• Problem requirements:
Since only the words are wanted, reproduce every entry exactly and leave the images behind.

• Data provided:
════════════════

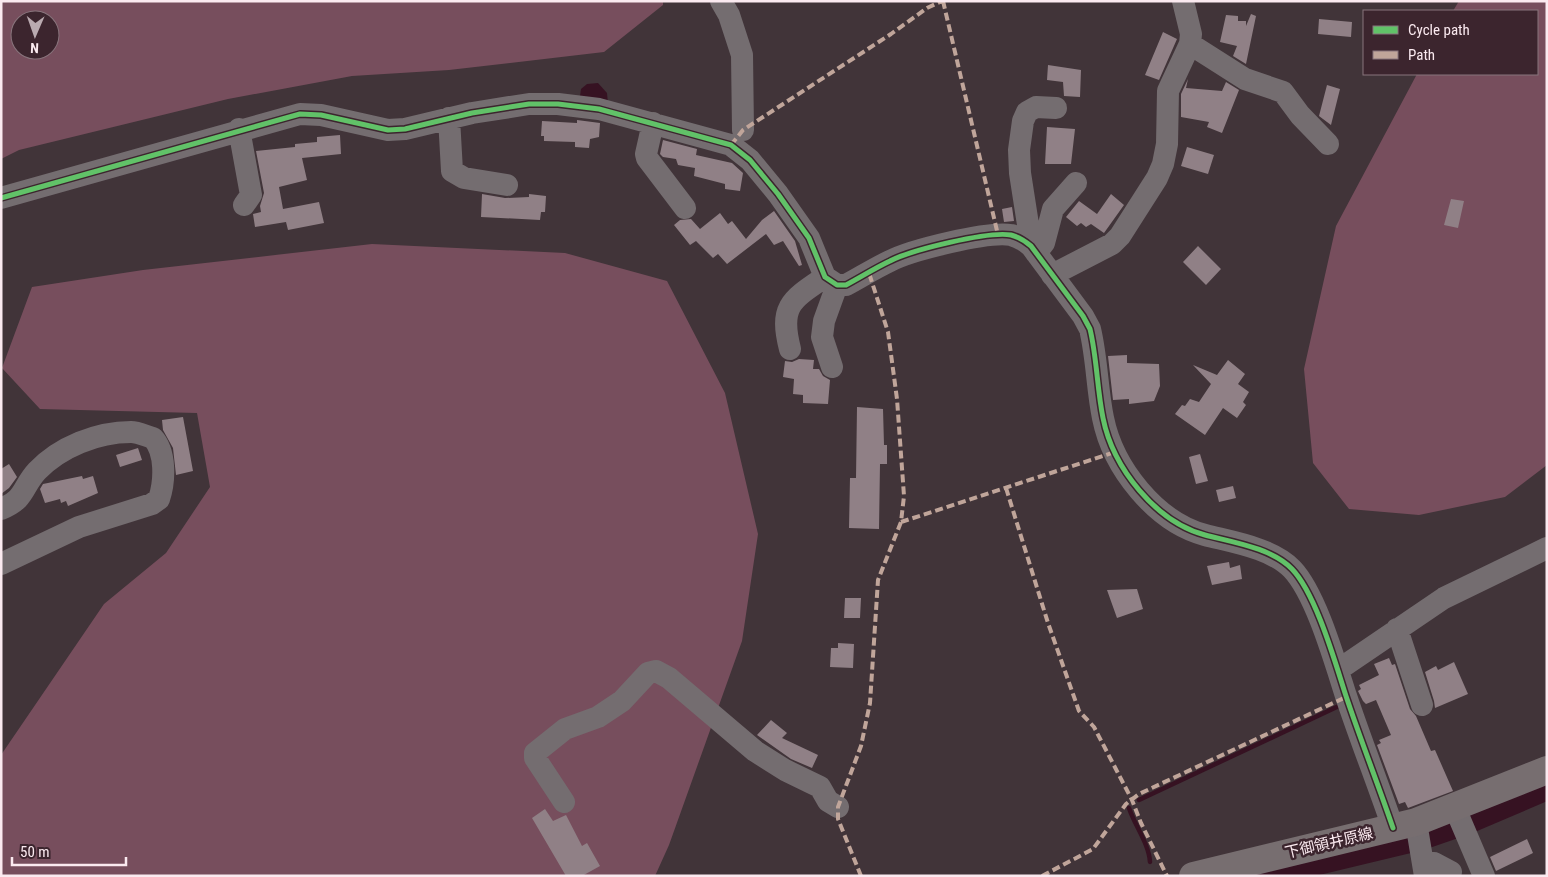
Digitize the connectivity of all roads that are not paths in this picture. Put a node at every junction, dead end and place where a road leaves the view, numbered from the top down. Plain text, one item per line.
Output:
1 (721, 1) edge
2 (1183, 1) edge
3 (1190, 44) junction
4 (1056, 108) dead end
5 (449, 118) junction
6 (653, 123) junction
7 (239, 129) junction
8 (743, 130) dead end
9 (1328, 144) dead end
10 (1076, 184) dead end
11 (507, 185) dead end
12 (1, 198) edge
13 (244, 205) dead end
14 (684, 208) dead end
15 (1030, 246) junction
16 (1052, 275) junction
17 (831, 281) junction
18 (790, 349) dead end
19 (832, 367) dead end
20 (1, 509) edge
21 (1547, 548) edge
22 (1, 564) edge
23 (1397, 629) junction
24 (1338, 670) junction
25 (1422, 705) dead end
26 (1547, 770) edge
27 (564, 802) dead end
28 (838, 807) dead end
29 (1455, 808) junction
30 (1404, 825) junction
31 (1424, 870) edge
32 (1451, 872) dead end
33 (1193, 876) edge
34 (1484, 876) edge

1 - 8 street
2 - 3 street
3 - 9 street
3 - 16 street
4 - 15 street
5 - 6 street
5 - 7 street
5 - 11 street
6 - 14 street
6 - 17 street
7 - 12 street
7 - 13 street
10 - 15 street
15 - 16 street
15 - 17 street
16 - 24 street
17 - 18 street
17 - 19 street
20 - 22 street
21 - 23 street
23 - 24 street
23 - 25 street
24 - 30 street
26 - 29 main road, 下御領井原線
27 - 28 street
29 - 30 main road, 下御領井原線
29 - 34 street
30 - 31 street
30 - 33 main road, 下御領井原線
31 - 32 street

════════════════

• Solution to this problem:
Digitize the connectivity of all roads that are not paths in this picture. Put a node at every junction, dead end and place where a road leaves the view, numbered from the top down. Plain text, one item per line.
Output:
1 (721, 1) edge
2 (1183, 1) edge
3 (1190, 44) junction
4 (1056, 108) dead end
5 (449, 118) junction
6 (653, 123) junction
7 (239, 129) junction
8 (743, 130) dead end
9 (1328, 144) dead end
10 (1076, 184) dead end
11 (507, 185) dead end
12 (1, 198) edge
13 (244, 205) dead end
14 (684, 208) dead end
15 (1030, 246) junction
16 (1052, 275) junction
17 (831, 281) junction
18 (790, 349) dead end
19 (832, 367) dead end
20 (1, 509) edge
21 (1547, 548) edge
22 (1, 564) edge
23 (1397, 629) junction
24 (1338, 670) junction
25 (1422, 705) dead end
26 (1547, 770) edge
27 (564, 802) dead end
28 (838, 807) dead end
29 (1455, 808) junction
30 (1404, 825) junction
31 (1424, 870) edge
32 (1451, 872) dead end
33 (1193, 876) edge
34 (1484, 876) edge

1 - 8 street
2 - 3 street
3 - 9 street
3 - 16 street
4 - 15 street
5 - 6 street
5 - 7 street
5 - 11 street
6 - 14 street
6 - 17 street
7 - 12 street
7 - 13 street
10 - 15 street
15 - 16 street
15 - 17 street
16 - 24 street
17 - 18 street
17 - 19 street
20 - 22 street
21 - 23 street
23 - 24 street
23 - 25 street
24 - 30 street
26 - 29 main road, 下御領井原線
27 - 28 street
29 - 30 main road, 下御領井原線
29 - 34 street
30 - 31 street
30 - 33 main road, 下御領井原線
31 - 32 street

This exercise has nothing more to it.